CHAPTER TWELVE
We need to run.
We need to get safe.
He’ll die.
He’ll leave me.
I’ll never see him again.
He’s just out of reach. I can’t grab him.
Lockland.
Please, Lockland, come with me.
I need you.
Why isn’t he moving?
Please, Lockland.
“I love you, Swan.”
Blood. So much blood, it spewed from his mouth.
“You did this, Swan.”
A scream tore out of my throat as I sat up in bed, gripping my chest. A choked sob broke free, and I slumped back down to the mattress. Rolling to my side, I wrapped my arms around my waist as the tears flowed.
I missed him.
How was it possible for me to miss him so much when I didn’t have much time with him?
I knew why. He’d already been embedded into my soul. Ever since he moved in next door.
I let out a mournful groan.
I hope you forgive me for coming into your life again, Lockland.
I pray that you don’t regret me.
Closing my eyes, I rolled to my belly and shoved my face into my pillow and screamed.

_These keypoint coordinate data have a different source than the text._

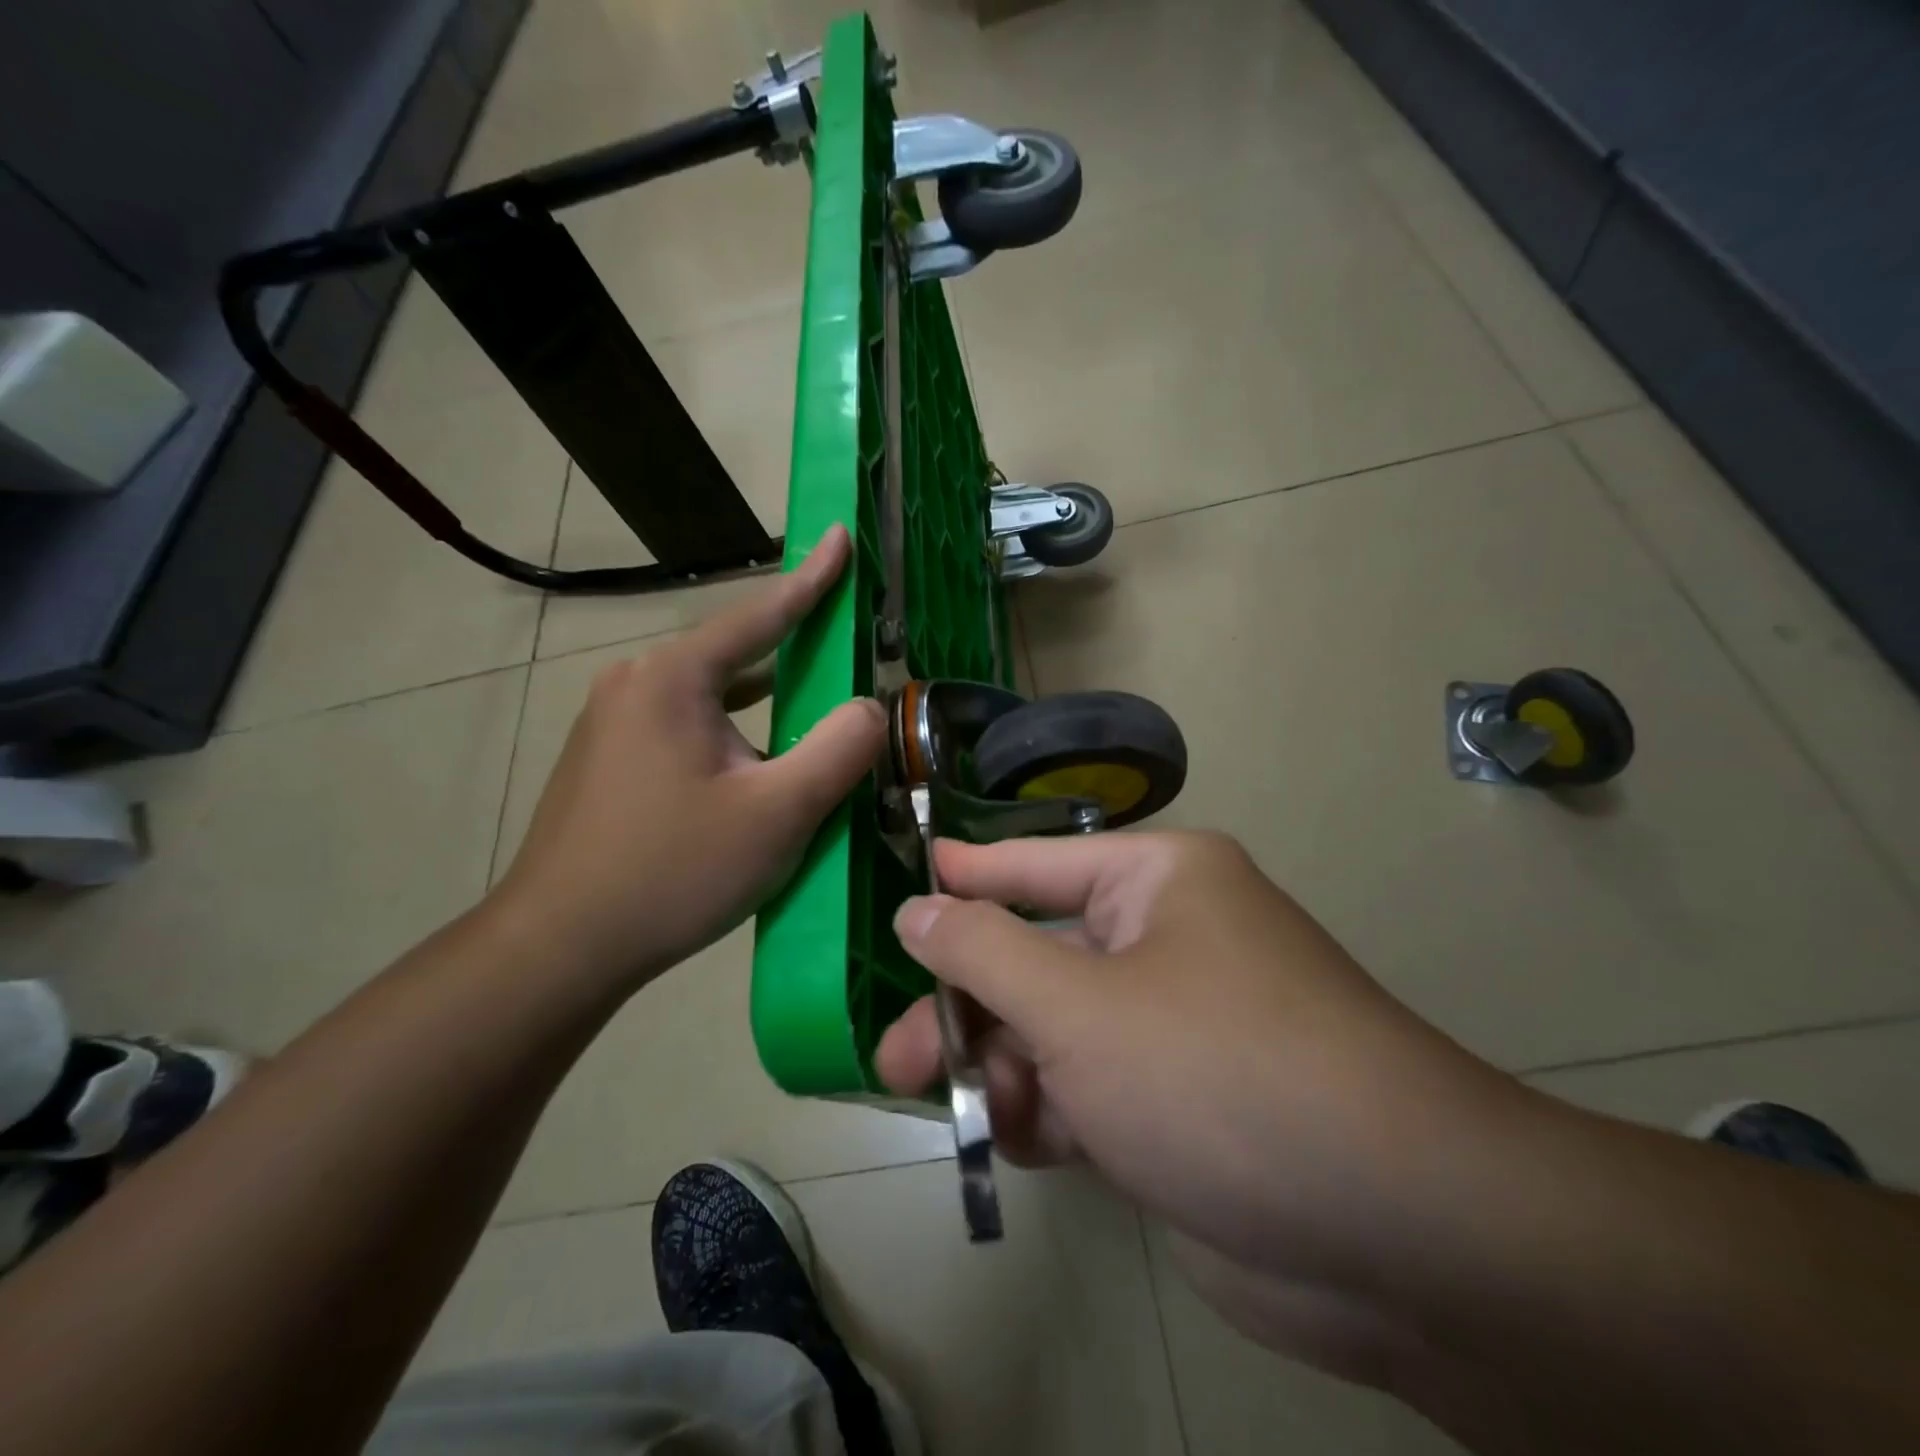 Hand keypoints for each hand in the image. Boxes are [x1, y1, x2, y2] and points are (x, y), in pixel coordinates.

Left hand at [492, 526, 885, 992]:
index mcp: (673, 678)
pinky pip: (687, 724)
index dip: (811, 577)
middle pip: (734, 653)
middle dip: (792, 648)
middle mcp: (636, 683)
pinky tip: (755, 759)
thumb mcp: (777, 814)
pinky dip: (733, 730)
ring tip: (811, 709)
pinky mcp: (607, 758)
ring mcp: (613, 721)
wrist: (559, 945)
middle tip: (843, 644)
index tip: (841, 535)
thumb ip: (839, 750)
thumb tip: (869, 707)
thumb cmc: (673, 872)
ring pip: (711, 695)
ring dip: (764, 699)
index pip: (759, 614)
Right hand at [874, 831, 1519, 1292]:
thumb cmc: (1216, 1072)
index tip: (903, 884)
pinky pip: (1088, 1089)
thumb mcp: (1077, 1005)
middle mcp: (1167, 941)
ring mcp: (1174, 1027)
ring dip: (1004, 1068)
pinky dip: (1049, 1113)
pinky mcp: (1179, 1105)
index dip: (966, 876)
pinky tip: (1017, 1141)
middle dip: (968, 1008)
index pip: (1036, 864)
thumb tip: (917, 909)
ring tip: (954, 1107)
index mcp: (1158, 883)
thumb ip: (982, 954)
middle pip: (1037, 958)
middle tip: (895, 1055)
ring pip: (1056, 1031)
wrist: (1395, 1236) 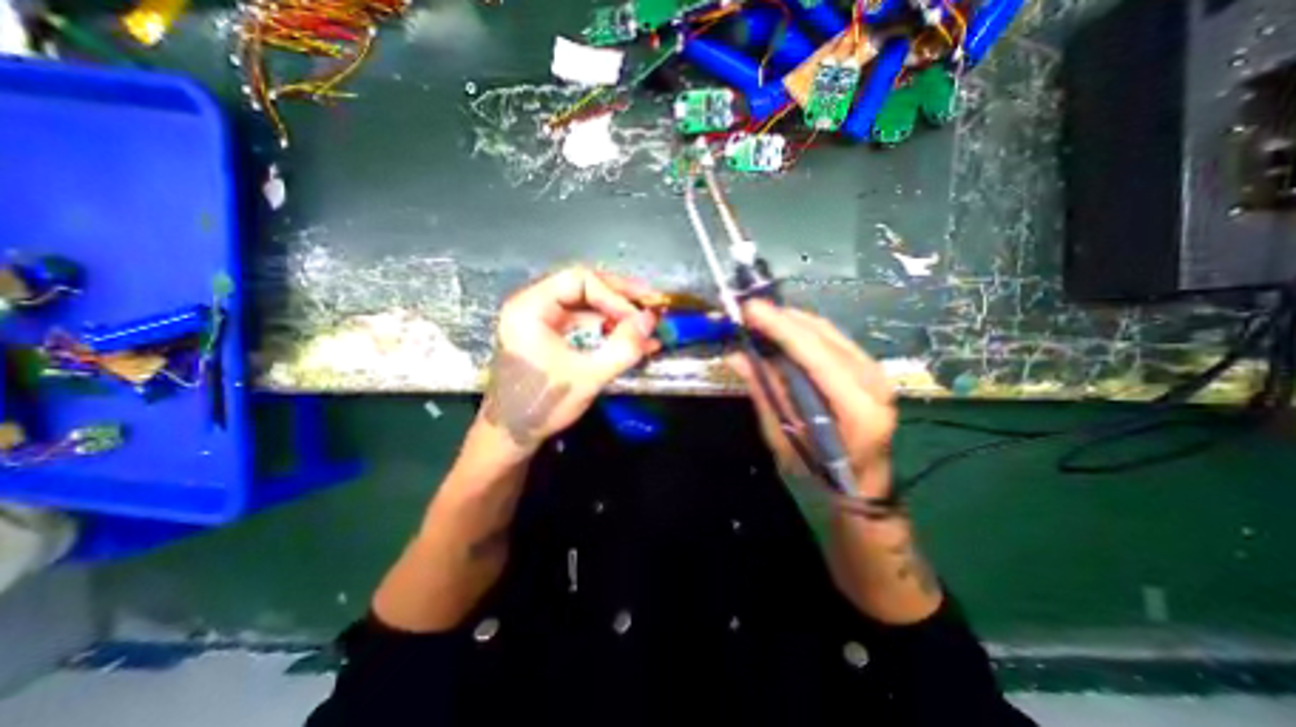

Wishing I’d died instead of him.
Wishing she’d shot me.
I was choking on the guilt eating at my soul.
I love you, Lockland. I’ll always love you.
My alarm blared. I grabbed my phone and turned it off. When I slapped the device to the bed, I took a shuddering breath and pushed myself to sit and wiped at my face. My nose had healed over the last few weeks, and now I sometimes forgot I even got it done.
What hurt was my chest. I rubbed at it.
Ever since that day, it felt like there was a hole there.